[Opening MATERIAL FOR THIS EXERCISE section]

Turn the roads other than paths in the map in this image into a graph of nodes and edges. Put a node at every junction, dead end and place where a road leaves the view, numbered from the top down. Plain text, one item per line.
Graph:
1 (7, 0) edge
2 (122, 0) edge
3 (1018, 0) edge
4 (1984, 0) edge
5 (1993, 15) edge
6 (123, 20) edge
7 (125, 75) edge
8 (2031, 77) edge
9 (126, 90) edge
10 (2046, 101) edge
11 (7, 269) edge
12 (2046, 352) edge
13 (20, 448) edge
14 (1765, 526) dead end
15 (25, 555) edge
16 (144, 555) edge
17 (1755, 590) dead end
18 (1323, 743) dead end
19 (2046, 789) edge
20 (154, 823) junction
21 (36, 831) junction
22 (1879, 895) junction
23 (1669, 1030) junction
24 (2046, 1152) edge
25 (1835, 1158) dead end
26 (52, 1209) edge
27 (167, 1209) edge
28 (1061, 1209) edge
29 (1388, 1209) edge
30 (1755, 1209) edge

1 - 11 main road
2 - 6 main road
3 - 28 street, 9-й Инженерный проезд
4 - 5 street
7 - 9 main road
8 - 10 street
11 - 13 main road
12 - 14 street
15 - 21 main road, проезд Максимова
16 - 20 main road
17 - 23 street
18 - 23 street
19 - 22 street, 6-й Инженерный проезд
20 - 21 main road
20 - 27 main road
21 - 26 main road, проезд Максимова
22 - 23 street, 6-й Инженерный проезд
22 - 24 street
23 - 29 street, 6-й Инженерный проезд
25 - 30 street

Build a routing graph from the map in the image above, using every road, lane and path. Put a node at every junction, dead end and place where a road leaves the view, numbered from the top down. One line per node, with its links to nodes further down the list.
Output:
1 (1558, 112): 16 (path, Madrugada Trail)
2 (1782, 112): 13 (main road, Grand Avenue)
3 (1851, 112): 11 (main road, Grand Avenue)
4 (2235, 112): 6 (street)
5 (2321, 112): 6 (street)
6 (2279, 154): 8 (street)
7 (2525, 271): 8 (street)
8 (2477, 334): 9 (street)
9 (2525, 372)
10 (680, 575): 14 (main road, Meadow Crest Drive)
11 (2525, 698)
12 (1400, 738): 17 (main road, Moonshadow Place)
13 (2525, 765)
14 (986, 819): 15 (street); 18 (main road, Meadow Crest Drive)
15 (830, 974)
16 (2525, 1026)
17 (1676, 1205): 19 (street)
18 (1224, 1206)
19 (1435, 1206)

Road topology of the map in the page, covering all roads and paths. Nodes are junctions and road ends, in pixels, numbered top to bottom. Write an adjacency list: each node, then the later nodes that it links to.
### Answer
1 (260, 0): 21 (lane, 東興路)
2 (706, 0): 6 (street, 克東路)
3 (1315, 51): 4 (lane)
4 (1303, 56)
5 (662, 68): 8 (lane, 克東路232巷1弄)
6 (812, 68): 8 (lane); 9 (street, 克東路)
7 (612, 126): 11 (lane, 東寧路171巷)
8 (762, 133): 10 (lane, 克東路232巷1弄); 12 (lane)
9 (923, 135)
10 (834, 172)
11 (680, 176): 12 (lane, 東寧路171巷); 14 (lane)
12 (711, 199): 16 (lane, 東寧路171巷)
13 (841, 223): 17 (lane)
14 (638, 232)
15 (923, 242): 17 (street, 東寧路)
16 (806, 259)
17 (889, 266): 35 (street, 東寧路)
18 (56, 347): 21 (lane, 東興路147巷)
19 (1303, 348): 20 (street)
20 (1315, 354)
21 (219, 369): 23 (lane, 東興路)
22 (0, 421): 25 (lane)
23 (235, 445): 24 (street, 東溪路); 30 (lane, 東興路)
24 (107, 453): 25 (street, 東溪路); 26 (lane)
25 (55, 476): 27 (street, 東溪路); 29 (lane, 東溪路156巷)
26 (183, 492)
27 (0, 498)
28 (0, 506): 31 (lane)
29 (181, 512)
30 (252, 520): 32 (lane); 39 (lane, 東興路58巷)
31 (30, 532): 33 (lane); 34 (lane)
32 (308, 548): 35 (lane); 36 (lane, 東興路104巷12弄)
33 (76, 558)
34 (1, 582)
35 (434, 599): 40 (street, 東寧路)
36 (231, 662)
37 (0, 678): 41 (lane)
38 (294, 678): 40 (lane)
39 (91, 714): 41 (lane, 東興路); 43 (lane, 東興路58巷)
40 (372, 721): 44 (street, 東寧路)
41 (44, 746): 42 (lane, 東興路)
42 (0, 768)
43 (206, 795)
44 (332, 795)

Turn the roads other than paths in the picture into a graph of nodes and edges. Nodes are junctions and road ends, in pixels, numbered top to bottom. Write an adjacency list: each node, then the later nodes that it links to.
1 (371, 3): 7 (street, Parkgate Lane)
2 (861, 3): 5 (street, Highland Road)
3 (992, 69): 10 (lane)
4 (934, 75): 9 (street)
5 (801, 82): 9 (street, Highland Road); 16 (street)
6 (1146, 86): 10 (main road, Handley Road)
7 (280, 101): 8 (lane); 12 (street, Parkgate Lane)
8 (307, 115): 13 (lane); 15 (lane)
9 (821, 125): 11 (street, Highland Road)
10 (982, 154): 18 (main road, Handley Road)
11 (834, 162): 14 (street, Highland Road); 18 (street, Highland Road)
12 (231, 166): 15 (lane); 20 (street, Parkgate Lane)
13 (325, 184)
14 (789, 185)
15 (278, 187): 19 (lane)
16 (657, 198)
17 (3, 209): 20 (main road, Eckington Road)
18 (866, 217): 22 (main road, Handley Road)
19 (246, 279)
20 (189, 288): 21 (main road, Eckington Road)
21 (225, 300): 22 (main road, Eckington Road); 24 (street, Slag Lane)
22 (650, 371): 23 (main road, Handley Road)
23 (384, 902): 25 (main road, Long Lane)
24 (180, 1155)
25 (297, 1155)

[Closing MATERIAL FOR THIS EXERCISE section]

**TASK BRIEF**
Write out an exact copy of every record shown above.

**EXERCISE OUTPUT**
Turn the roads other than paths in the map in this image into a graph of nodes and edges. Put a node at every junction, dead end and place where a road leaves the view, numbered from the top down. Plain text, one item per line.
Graph:
1 (7, 0) edge
2 (122, 0) edge
3 (1018, 0) edge
4 (1984, 0) edge
5 (1993, 15) edge
6 (123, 20) edge
7 (125, 75) edge
8 (2031, 77) edge
9 (126, 90) edge
10 (2046, 101) edge
11 (7, 269) edge
12 (2046, 352) edge
13 (20, 448) edge
14 (1765, 526) dead end
15 (25, 555) edge
16 (144, 555) edge
17 (1755, 590) dead end
18 (1323, 743) dead end
19 (2046, 789) edge
20 (154, 823) junction
21 (36, 831) junction
22 (1879, 895) junction
23 (1669, 1030) junction
24 (2046, 1152) edge
25 (1835, 1158) dead end
26 (52, 1209) edge
27 (167, 1209) edge
28 (1061, 1209) edge
29 (1388, 1209) edge
30 (1755, 1209) edge

1 - 11 main road
2 - 6 main road
3 - 28 street, 9-й Инженерный проезд
4 - 5 street
7 - 9 main road
8 - 10 street
11 - 13 main road
12 - 14 street
15 - 21 main road, проезд Максимова
16 - 20 main road
17 - 23 street
18 - 23 street
19 - 22 street, 6-й Инженерный проезд
20 - 21 main road
20 - 27 main road
21 - 26 main road, проезд Максимова
22 - 23 street, 6-й Инженерный проезд
22 - 24 street
23 - 29 street, 6-й Инженерный проезд
25 - 30 street

Build a routing graph from the map in the image above, using every road, lane and path. Put a node at every junction, dead end and place where a road leaves the view, numbered from the top down. One line per node, with its links to nodes further down the list.
Output:
1 (1558, 112): 16 (path, Madrugada Trail)
2 (1782, 112): 13 (main road, Grand Avenue)
3 (1851, 112): 11 (main road, Grand Avenue)
4 (2235, 112): 6 (street)
5 (2321, 112): 6 (street)
6 (2279, 154): 8 (street)
7 (2525, 271): 8 (street)
8 (2477, 334): 9 (street)
9 (2525, 372)
10 (680, 575): 14 (main road, Meadow Crest Drive)
11 (2525, 698)
12 (1400, 738): 17 (main road, Moonshadow Place)
13 (2525, 765)
14 (986, 819): 15 (street); 18 (main road, Meadow Crest Drive)
15 (830, 974)
16 (2525, 1026)
17 (1676, 1205): 19 (street)
18 (1224, 1206)
19 (1435, 1206)

Road topology of the map in the page, covering all roads and paths. Nodes are junctions and road ends, in pixels, numbered top to bottom. Write an adjacency list: each node, then the later nodes that it links to.
### Answer
1 (260, 0): 21 (lane, 東興路)
2 (706, 0): 6 (street, 克東路)
3 (1315, 51): 4 (lane)
4 (1303, 56)
5 (662, 68): 8 (lane, 克東路232巷1弄)
6 (812, 68): 8 (lane); 9 (street, 克東路)
7 (612, 126): 11 (lane, 東寧路171巷)
8 (762, 133): 10 (lane, 克東路232巷1弄); 12 (lane)
9 (923, 135)
10 (834, 172)
11 (680, 176): 12 (lane, 東寧路171巷); 14 (lane)
12 (711, 199): 16 (lane, 東寧路171巷)
13 (841, 223): 17 (lane)
14 (638, 232)
15 (923, 242): 17 (street, 東寧路)
16 (806, 259)
17 (889, 266): 35 (street, 東寧路)
18 (56, 347): 21 (lane, 東興路147巷)
19 (1303, 348): 20 (street)
20 (1315, 354)
21 (219, 369): 23 (lane, 東興路)
22 (0, 421): 25 (lane)
23 (235, 445): 24 (street, 東溪路); 30 (lane, 東興路)
24 (107, 453): 25 (street, 東溪路); 26 (lane)
25 (55, 476): 27 (street, 東溪路); 29 (lane, 東溪路156巷)
26 (183, 492)
27 (0, 498)
28 (0, 506): 31 (lane)
29 (181, 512)
30 (252, 520): 32 (lane); 39 (lane, 東興路58巷)
31 (30, 532): 33 (lane); 34 (lane)
32 (308, 548): 35 (lane); 36 (lane, 東興路104巷12弄)
33 (76, 558)
34 (1, 582)
35 (434, 599): 40 (street, 東寧路)
36 (231, 662)
37 (0, 678): 41 (lane)
38 (294, 678): 40 (lane)
39 (91, 714): 41 (lane, 東興路); 43 (lane, 東興路58巷)
40 (372, 721): 44 (street, 東寧路)
41 (44, 746): 42 (lane, 東興路)
42 (0, 768)
43 (206, 795)
44 (332, 795)

Turn the roads other than paths in the picture into a graph of nodes and edges. Nodes are junctions and road ends, in pixels, numbered top to bottom. Write an adjacency list: each node, then the later nodes that it links to.
1 (371, 3): 7 (street, Parkgate Lane)
2 (861, 3): 5 (street, Highland Road)
3 (992, 69): 10 (lane)
4 (934, 75): 9 (street)
5 (801, 82): 9 (street, Highland Road); 16 (street)
6 (1146, 86): 10 (main road, Handley Road)
7 (280, 101): 8 (lane); 12 (street, Parkgate Lane)
8 (307, 115): 13 (lane); 15 (lane)
9 (821, 125): 11 (street, Highland Road)
10 (982, 154): 18 (main road, Handley Road)
11 (834, 162): 14 (street, Highland Road); 18 (street, Highland Road)
12 (231, 166): 15 (lane); 20 (street, Parkgate Lane)
13 (325, 184)
14 (789, 185)
15 (278, 187): 19 (lane)
16 (657, 198)
17 (3, 209): 20 (main road, Eckington Road)
18 (866, 217): 22 (main road, Handley Road)
19 (246, 279)
20 (189, 288): 21 (main road, Eckington Road)
21 (225, 300): 22 (main road, Eckington Road); 24 (street, Slag Lane)
22 (650, 371): 23 (main road, Handley Road)
23 (384, 902): 25 (main road, Long Lane)
24 (180, 1155)
25 (297, 1155)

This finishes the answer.